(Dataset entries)
= Beginning of Section =

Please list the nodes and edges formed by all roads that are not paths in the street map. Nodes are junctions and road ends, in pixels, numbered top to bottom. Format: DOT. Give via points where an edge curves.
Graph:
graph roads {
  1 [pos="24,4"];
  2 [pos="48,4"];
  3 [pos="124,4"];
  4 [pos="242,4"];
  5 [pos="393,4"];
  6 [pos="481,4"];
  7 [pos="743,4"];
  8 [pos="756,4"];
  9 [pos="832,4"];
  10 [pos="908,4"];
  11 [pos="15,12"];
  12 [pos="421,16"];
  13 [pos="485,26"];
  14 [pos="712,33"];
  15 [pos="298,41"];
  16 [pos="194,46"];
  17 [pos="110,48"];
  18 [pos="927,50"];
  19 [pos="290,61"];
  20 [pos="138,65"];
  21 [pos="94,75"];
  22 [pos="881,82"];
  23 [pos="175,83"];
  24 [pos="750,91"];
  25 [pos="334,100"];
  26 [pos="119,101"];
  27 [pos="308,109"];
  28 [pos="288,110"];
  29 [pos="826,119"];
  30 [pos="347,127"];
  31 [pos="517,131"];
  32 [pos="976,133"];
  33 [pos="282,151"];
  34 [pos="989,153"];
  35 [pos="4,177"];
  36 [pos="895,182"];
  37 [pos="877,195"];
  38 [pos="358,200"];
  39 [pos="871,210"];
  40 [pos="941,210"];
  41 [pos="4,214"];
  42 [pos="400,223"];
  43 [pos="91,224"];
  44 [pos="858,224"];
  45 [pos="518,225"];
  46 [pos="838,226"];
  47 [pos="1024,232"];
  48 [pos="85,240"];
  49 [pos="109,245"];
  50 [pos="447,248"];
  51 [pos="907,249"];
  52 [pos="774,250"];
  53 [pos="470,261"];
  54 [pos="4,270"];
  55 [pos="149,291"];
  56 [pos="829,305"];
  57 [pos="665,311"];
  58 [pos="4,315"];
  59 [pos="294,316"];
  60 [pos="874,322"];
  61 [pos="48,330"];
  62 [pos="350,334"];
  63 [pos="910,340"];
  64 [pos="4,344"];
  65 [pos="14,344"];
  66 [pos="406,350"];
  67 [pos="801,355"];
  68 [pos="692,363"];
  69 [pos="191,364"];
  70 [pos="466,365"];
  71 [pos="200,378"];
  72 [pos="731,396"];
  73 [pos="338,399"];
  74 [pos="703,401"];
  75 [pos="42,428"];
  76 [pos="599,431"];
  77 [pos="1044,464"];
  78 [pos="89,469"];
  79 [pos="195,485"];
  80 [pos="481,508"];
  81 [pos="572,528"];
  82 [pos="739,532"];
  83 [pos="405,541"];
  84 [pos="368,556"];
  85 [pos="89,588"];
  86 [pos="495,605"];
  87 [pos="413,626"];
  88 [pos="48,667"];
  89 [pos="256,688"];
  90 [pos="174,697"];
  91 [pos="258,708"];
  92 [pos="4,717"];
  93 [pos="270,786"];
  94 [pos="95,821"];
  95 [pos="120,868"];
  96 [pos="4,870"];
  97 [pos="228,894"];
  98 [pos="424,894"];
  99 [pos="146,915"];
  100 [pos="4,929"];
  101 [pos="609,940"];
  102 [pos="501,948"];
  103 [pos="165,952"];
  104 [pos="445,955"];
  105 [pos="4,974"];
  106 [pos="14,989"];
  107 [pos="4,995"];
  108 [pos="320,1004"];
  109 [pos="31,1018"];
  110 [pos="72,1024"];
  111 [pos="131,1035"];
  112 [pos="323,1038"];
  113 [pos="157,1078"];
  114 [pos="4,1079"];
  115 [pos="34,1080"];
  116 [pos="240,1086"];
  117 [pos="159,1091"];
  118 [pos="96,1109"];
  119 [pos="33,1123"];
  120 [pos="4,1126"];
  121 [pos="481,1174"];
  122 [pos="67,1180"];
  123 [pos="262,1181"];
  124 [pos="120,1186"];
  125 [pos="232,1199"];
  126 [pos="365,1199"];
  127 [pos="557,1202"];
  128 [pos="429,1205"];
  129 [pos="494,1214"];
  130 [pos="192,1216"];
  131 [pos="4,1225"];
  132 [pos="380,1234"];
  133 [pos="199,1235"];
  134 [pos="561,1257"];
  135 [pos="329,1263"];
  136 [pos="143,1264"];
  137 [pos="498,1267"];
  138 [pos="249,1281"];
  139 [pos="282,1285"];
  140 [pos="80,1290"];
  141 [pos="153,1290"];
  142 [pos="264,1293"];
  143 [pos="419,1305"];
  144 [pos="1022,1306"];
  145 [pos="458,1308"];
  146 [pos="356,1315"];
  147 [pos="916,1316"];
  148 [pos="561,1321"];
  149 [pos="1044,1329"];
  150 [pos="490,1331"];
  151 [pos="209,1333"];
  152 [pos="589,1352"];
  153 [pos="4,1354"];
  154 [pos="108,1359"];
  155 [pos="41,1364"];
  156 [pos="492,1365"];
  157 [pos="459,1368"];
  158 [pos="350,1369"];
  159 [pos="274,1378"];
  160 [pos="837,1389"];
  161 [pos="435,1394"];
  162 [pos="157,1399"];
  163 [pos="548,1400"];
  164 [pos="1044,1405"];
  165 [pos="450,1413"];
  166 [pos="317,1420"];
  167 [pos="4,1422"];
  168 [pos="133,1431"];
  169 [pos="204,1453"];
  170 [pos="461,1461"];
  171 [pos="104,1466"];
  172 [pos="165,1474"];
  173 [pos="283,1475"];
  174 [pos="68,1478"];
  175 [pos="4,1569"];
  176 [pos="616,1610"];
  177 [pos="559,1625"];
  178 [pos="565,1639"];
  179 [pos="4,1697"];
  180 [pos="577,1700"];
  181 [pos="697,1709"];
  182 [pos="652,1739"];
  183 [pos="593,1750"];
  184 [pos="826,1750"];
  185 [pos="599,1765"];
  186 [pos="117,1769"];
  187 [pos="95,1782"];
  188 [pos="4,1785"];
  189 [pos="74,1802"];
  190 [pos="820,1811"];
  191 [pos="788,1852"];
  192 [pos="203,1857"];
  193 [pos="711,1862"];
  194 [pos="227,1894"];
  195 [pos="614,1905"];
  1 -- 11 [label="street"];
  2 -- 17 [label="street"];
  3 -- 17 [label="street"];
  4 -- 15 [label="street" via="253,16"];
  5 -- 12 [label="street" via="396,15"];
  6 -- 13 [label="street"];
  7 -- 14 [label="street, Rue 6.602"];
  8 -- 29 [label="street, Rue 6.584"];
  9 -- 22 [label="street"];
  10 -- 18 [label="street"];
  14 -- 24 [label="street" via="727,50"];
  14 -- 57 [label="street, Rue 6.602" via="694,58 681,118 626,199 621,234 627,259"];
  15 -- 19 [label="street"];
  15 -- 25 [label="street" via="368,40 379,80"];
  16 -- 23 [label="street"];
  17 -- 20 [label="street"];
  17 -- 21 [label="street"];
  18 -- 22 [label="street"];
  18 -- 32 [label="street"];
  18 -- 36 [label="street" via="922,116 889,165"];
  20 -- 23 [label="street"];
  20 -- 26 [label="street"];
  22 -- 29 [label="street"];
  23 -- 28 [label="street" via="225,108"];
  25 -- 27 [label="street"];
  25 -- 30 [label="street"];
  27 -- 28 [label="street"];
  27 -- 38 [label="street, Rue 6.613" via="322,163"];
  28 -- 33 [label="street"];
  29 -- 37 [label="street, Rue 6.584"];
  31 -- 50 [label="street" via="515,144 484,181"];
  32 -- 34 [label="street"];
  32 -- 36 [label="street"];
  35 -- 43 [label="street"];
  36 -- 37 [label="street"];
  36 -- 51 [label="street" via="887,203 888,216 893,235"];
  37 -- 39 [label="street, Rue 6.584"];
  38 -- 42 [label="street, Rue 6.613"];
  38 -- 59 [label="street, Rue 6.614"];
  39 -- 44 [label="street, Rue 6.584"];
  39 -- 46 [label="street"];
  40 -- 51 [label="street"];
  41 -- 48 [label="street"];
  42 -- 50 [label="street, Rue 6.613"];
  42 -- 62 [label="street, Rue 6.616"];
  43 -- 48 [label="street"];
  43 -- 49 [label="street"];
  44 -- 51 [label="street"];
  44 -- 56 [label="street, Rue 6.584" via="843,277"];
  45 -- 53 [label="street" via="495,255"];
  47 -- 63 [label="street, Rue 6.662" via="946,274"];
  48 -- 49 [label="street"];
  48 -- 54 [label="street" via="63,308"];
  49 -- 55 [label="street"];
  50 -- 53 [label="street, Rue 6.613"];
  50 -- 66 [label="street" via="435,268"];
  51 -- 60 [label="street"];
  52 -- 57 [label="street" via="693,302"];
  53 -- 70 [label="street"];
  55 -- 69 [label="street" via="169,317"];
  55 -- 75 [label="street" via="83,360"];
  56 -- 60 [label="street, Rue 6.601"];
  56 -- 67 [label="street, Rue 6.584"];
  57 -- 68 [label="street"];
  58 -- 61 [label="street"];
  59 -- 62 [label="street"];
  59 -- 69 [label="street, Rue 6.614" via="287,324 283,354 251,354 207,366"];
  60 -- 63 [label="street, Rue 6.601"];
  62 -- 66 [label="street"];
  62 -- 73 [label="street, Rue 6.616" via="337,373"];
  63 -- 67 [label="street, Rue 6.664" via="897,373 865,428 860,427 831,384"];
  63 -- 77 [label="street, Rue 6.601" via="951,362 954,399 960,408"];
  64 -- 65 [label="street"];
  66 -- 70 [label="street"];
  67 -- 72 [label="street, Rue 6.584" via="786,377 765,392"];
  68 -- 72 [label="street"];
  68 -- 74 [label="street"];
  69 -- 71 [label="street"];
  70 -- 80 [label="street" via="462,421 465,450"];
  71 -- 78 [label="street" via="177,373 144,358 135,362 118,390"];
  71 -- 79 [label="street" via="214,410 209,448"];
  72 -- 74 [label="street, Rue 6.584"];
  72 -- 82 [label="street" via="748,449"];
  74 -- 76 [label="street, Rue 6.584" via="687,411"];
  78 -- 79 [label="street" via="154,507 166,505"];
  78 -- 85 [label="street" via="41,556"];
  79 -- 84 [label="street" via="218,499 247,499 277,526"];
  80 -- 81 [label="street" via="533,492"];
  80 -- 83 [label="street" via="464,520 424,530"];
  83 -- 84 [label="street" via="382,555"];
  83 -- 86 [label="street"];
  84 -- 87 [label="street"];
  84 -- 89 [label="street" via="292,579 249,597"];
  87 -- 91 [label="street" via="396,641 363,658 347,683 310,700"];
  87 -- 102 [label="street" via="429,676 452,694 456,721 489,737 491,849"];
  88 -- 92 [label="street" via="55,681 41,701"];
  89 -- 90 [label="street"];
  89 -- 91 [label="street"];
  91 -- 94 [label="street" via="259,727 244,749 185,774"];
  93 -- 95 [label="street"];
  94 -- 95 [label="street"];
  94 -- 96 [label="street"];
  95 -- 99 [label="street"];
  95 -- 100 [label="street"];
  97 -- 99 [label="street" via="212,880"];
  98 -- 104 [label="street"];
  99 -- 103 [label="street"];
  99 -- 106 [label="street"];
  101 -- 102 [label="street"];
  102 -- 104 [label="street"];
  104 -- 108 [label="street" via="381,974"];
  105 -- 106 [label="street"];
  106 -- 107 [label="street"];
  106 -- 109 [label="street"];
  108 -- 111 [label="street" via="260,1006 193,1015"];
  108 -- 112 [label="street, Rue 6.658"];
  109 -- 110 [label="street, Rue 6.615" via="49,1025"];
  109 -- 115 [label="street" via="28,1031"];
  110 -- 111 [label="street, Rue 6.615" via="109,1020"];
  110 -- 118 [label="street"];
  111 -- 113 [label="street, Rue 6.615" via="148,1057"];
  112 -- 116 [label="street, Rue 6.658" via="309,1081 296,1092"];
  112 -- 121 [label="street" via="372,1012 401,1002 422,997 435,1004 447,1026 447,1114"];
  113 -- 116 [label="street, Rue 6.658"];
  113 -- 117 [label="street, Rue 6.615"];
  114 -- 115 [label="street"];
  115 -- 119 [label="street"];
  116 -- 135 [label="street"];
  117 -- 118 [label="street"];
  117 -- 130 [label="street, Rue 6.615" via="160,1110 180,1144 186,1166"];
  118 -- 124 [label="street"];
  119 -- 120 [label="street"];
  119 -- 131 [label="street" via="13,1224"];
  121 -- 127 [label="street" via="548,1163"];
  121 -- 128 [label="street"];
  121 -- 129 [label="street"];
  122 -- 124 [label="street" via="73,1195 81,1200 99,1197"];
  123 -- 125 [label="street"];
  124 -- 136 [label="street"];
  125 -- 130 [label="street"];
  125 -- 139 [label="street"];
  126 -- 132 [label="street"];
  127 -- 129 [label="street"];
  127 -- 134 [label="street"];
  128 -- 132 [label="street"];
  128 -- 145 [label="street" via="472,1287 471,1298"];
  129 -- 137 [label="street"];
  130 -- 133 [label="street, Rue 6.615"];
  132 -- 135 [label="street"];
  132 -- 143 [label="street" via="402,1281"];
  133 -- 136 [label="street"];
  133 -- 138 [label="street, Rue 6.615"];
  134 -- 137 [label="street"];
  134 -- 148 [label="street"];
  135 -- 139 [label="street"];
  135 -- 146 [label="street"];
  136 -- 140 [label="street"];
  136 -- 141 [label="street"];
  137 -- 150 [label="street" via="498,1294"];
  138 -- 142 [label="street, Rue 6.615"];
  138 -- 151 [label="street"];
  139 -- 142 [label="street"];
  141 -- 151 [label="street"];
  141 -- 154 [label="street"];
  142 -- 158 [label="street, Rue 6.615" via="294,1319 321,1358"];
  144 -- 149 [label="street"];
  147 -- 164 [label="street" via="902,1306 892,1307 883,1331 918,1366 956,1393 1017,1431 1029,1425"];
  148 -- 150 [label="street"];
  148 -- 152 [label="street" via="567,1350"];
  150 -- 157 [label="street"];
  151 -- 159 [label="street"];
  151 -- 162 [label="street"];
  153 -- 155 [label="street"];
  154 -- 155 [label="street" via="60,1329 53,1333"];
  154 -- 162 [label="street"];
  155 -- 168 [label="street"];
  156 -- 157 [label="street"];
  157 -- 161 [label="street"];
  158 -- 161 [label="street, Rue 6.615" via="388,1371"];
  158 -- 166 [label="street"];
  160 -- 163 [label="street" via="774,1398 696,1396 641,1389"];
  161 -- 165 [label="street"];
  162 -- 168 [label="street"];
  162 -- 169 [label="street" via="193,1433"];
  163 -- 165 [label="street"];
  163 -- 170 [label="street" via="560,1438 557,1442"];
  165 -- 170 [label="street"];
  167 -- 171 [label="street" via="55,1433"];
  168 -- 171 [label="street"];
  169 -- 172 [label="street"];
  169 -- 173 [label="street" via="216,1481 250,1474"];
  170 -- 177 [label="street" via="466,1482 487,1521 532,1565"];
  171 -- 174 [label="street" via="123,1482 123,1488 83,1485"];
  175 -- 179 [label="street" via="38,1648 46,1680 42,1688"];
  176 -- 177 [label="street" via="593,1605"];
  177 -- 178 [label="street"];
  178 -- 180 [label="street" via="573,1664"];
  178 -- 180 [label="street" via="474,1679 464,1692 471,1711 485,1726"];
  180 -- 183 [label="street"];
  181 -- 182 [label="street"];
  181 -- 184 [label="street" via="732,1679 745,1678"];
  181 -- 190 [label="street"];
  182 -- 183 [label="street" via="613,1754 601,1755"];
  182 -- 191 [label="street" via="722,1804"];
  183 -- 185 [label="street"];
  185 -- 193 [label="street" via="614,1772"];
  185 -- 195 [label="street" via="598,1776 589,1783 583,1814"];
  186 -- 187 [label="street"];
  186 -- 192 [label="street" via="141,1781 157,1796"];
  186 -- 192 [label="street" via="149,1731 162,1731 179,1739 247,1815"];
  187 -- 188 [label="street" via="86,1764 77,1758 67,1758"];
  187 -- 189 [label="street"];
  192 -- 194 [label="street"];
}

= End of Section =

Work required: Figure out the number of lines above in which the string "roads" appears. Only the number should be given.

Answer section: 2